(Stored data)
============

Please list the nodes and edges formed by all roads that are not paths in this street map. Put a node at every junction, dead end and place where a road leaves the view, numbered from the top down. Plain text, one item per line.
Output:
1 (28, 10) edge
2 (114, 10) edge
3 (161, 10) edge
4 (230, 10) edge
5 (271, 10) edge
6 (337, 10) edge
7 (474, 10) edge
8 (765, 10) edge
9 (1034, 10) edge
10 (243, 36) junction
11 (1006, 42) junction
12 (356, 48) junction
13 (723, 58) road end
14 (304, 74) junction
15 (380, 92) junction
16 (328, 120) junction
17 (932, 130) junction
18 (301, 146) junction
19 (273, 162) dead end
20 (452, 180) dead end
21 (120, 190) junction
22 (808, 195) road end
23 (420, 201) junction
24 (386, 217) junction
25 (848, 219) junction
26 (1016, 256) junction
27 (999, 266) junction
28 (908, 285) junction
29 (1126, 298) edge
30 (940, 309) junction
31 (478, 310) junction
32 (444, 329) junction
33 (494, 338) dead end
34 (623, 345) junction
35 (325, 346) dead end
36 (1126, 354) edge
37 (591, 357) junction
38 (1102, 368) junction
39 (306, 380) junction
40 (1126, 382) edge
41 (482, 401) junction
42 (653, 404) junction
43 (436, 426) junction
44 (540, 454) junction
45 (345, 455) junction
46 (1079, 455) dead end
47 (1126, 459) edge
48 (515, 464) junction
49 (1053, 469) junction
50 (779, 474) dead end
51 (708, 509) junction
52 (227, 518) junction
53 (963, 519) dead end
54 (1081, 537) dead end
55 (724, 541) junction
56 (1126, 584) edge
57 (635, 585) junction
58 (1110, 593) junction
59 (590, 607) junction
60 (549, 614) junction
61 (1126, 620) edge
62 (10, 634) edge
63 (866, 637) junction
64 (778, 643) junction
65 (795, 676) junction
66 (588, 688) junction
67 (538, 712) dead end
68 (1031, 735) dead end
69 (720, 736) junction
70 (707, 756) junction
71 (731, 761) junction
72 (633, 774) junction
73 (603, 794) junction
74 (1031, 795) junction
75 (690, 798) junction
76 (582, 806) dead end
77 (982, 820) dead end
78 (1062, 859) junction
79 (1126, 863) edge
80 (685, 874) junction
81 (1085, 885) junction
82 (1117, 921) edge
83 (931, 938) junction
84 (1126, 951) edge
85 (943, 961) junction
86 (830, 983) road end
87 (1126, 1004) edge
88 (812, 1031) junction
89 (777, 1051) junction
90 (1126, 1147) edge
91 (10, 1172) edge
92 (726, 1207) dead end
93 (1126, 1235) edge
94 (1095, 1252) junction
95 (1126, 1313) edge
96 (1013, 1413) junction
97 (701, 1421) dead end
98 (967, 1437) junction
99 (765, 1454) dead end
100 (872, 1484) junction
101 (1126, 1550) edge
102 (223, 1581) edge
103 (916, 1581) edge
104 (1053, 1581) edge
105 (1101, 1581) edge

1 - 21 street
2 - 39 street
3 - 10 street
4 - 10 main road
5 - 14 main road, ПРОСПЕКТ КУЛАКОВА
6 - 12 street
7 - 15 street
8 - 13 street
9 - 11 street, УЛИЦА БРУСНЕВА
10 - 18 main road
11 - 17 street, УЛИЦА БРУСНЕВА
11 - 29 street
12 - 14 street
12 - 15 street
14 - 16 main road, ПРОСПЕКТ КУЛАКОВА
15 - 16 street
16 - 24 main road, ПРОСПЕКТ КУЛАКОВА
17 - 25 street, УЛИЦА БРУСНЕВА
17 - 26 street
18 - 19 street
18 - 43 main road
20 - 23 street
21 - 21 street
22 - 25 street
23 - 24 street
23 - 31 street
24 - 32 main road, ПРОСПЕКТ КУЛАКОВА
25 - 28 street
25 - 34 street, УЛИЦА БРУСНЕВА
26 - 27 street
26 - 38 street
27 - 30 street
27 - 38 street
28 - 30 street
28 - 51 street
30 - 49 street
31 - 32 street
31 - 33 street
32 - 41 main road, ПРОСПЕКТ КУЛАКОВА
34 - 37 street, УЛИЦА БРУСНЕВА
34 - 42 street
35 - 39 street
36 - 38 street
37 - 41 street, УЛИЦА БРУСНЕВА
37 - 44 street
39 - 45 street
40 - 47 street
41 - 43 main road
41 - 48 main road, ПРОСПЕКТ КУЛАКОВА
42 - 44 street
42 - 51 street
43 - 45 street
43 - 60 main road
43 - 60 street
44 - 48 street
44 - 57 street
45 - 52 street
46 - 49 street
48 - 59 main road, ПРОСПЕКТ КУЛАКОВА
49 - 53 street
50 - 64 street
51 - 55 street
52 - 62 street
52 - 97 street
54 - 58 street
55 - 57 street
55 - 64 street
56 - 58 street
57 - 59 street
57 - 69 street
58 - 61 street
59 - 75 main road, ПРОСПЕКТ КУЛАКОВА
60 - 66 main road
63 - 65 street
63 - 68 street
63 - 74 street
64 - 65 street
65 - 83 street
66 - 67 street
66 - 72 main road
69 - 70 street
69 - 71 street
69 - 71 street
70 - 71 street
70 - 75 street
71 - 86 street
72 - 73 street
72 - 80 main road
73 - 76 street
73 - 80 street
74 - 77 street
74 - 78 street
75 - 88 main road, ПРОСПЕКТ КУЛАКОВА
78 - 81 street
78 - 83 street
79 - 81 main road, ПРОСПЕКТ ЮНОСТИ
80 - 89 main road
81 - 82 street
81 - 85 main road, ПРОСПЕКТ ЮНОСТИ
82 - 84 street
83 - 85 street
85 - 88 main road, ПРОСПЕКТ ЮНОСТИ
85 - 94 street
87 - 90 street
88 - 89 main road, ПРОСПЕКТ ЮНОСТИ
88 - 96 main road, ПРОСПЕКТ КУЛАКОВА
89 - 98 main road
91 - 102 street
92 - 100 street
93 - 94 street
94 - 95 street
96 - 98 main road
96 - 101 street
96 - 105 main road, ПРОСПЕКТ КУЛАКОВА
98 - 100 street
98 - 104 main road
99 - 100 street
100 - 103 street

============

* Exercise goal: Type the data out again, exactly.

* Written response:
Please list the nodes and edges formed by all roads that are not paths in this street map. Put a node at every junction, dead end and place where a road leaves the view, numbered from the top down. Plain text, one item per line.
Output:
1 (28, 10) edge
2 (114, 10) edge
3 (161, 10) edge
4 (230, 10) edge
5 (271, 10) edge
6 (337, 10) edge
7 (474, 10) edge
8 (765, 10) edge
9 (1034, 10) edge
10 (243, 36) junction
11 (1006, 42) junction
12 (356, 48) junction
13 (723, 58) road end
14 (304, 74) junction
15 (380, 92) junction
16 (328, 120) junction
17 (932, 130) junction
18 (301, 146) junction
19 (273, 162) dead end
20 (452, 180) dead end
21 (120, 190) junction
22 (808, 195) road end
23 (420, 201) junction
24 (386, 217) junction
25 (848, 219) junction
26 (1016, 256) junction
27 (999, 266) junction
28 (908, 285) junction
29 (1126, 298) edge
30 (940, 309) junction
31 (478, 310) junction
32 (444, 329) junction
33 (494, 338) dead end
34 (623, 345) junction
35 (325, 346) dead end
36 (1126, 354) edge
37 (591, 357) junction
38 (1102, 368) junction
39 (306, 380) junction
40 (1126, 382) edge
41 (482, 401) junction
42 (653, 404) junction
43 (436, 426) junction
44 (540, 454) junction
45 (345, 455) junction
46 (1079, 455) dead end
47 (1126, 459) edge
48 (515, 464) junction
49 (1053, 469) junction
50 (779, 474) dead end
51 (708, 509) junction
52 (227, 518) junction
53 (963, 519) dead end
54 (1081, 537) dead end
55 (724, 541) junction
56 (1126, 584) edge
57 (635, 585) junction
58 (1110, 593) junction
59 (590, 607) junction
60 (549, 614) junction
61 (1126, 620) edge
62 (10, 634) edge
63 (866, 637) junction
64 (778, 643) junction
65 (795, 676) junction
66 (588, 688) junction
67 (538, 712) dead end
68 (1031, 735) dead end
69 (720, 736) junction
70 (707, 756) junction
71 (731, 761) junction
72 (633, 774) junction
73 (603, 794) junction
74 (1031, 795) junction
75 (690, 798) junction
76 (582, 806) dead end
77 (982, 820) dead end
78 (1062, 859) junction
79 (1126, 863) edge
80 (685, 874) junction
81 (1085, 885) junction
82 (1117, 921) edge
83 (931, 938) junction
84 (1126, 951) edge
85 (943, 961) junction
86 (830, 983) road end
87 (1126, 1004) edge
88 (812, 1031) junction
89 (777, 1051) junction
90 (1126, 1147) edge
91 (10, 1172) edge
92 (726, 1207) dead end
93 (1126, 1235) edge
94 (1095, 1252) junction
95 (1126, 1313) edge
96 (1013, 1413) junction
97 (701, 1421) dead end
98 (967, 1437) junction
99 (765, 1454) dead end
100 (872, 1484) junction
101 (1126, 1550) edge
102 (223, 1581) edge
103 (916, 1581) edge
104 (1053, 1581) edge
105 (1101, 1581) edge

1 - 21 street
2 - 39 street
3 - 10 street
4 - 10 main road
5 - 14 main road, ПРОСПЕКТ КУЛАКОВА
6 - 12 street
7 - 15 street
8 - 13 street
9 - 11 street, УЛИЦА БРУСНЕВА
10 - 18 main road
11 - 17 street, УЛИЦА БРУСНЕВА
11 - 29 street
12 - 14 street
12 - 15 street
14 - 16 main road, ПРОСПЕКТ КУЛАКОВА
15 - 16 street
16 - 24 main road, ПРОСПЕКТ КУЛАКОВА
17 - 25 street, УЛИЦА БРУСНЕВА
17 - 26 street
18 - 19 street
18 - 43 main road
20 - 23 street
21 - 21 street
22 - 25 street
23 - 24 street
23 - 31 street
24 - 32 main road, ПРОСПЕКТ КУЛАКОВА
25 - 28 street
25 - 34 street, УЛИЦА БРУСНЕВА
26 - 27 street
26 - 38 street
27 - 30 street
27 - 38 street
28 - 30 street
28 - 51 street
30 - 49 street
31 - 32 street
31 - 33 street
32 - 41 main road, ПРОСПЕКТ КУЛАКОВА
34 - 37 street, УЛИЦА БРУСНЕВА
34 - 42 street
35 - 39 street
36 - 38 street
37 - 41 street, УЛИЦА БРУСНЕВА
37 - 44 street
39 - 45 street
40 - 47 street
41 - 43 main road
41 - 48 main road, ПРОСПЕКТ КУЛАКОВА
42 - 44 street
42 - 51 street
43 - 45 street
43 - 60 main road
43 - 60 street
44 - 48 street
44 - 57 street
45 - 52 street
46 - 49 street
48 - 59 main road, ПРОСПЕКТ КУЛАКОВА
49 - 53 street
50 - 64 street
51 - 55 street
52 - 62 street
52 - 97 street
54 - 58 street
55 - 57 street
55 - 64 street
56 - 58 street
57 - 59 street
57 - 69 street
58 - 61 street
59 - 75 main road, ПРОСПЕКТ КУЛАКОВА
60 - 66 main road
63 - 65 street
63 - 68 street
63 - 74 street
64 - 65 street
65 - 83 street
66 - 67 street
66 - 72 main road
69 - 70 street
69 - 71 street
69 - 71 street
70 - 71 street
70 - 75 street
71 - 86 street
72 - 73 street
72 - 80 main road
73 - 76 street
73 - 80 street
74 - 77 street
74 - 78 street
75 - 88 main road, ПРОСПЕКТ КУЛАКОВА
78 - 81 street
78 - 83 street
79 - 81 main road, ПРОСПЕКТ ЮНОСТИ
80 - 89 main road
81 - 82 street
81 - 85 main road, ПРОСПЕКТ ЮНОСТИ
82 - 84 street
83 - 85 street
85 - 88 main road, ПРОСПЕКТ ЮНОСТИ
85 - 94 street
87 - 90 street
88 - 89 main road, ПРОСПЕКТ ЮНОСТИ
88 - 96 main road, ПРОСПЕКТ КУЛАКОВА
89 - 98 main road
91 - 102 street
92 - 100 street
93 - 94 street
94 - 95 street
96 - 98 main road
96 - 101 street
96 - 105 main road, ПРОСПЕКТ КУЛАКОВА
98 - 100 street
98 - 104 main road
99 - 100 street
100 - 103 street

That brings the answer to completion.